The Ben Warren Prize: Winner 2008
Listening in the Language Classroom
Listening in the Language Classroom challenges the orthodox approach to the teaching of second language listening, which is based upon the asking and answering of comprehension questions. It critically examines the practices and assumptions associated with this approach, and suggests ways of revising them.
The book's central argument is that a preoccupation with the notion of 'comprehension' has led teachers to focus upon the product of listening, in the form of answers to questions, ignoring the listening process itself. It goes on to propose a radical alternative to the comprehension approach and provides for intensive small-scale practice in aspects of listening that are perceptually or cognitively demanding for the learner.

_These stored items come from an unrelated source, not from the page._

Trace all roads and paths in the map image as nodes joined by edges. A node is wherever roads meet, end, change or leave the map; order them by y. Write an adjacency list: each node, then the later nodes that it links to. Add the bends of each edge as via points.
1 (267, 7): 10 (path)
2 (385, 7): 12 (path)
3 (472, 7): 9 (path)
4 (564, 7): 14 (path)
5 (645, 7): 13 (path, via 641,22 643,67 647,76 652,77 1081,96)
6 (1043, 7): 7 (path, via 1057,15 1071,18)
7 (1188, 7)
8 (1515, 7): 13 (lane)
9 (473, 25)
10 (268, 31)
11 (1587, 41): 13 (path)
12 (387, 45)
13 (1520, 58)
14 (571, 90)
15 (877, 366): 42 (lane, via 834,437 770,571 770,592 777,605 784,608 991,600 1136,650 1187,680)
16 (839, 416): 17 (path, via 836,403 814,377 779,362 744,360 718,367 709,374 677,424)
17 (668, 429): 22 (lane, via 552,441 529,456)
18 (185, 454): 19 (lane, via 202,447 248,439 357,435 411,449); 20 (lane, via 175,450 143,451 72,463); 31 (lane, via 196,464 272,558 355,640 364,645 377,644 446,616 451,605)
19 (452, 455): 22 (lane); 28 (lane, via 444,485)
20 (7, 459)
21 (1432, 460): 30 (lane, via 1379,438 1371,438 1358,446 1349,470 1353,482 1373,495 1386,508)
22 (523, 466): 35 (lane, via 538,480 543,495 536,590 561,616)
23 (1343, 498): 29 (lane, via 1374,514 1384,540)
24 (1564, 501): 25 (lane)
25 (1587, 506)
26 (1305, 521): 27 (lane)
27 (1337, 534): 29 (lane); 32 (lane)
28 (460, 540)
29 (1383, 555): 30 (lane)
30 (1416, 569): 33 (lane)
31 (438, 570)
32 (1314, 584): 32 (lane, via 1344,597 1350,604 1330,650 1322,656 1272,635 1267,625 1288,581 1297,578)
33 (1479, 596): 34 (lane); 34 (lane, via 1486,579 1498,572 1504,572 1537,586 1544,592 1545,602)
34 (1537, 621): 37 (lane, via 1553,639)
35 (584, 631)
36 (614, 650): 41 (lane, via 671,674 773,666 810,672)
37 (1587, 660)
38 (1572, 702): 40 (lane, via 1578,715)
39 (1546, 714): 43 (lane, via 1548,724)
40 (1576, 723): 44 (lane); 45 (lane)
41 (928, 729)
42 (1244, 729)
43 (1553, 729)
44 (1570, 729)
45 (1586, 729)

It's an honour for any author to be short-listed for any major book prize. But it is especially gratifying when the prize in question is the Ben Warren because the choice is made by one's fellow ELT professionals, the people who are best qualified to judge the usefulness of a teachers manual and indeed the people who are likely to end up using it themselves.
This book was a labour of love - the result of many years of struggling with ideas and trying them out with colleagues and teachers. It means more than I can express to know that leaders in the field have responded so positively to those ideas and have found something of value in my book that may shape their own thinking and practice in years to come.
To the judges and to the Ben Warren Trust, many many thanks.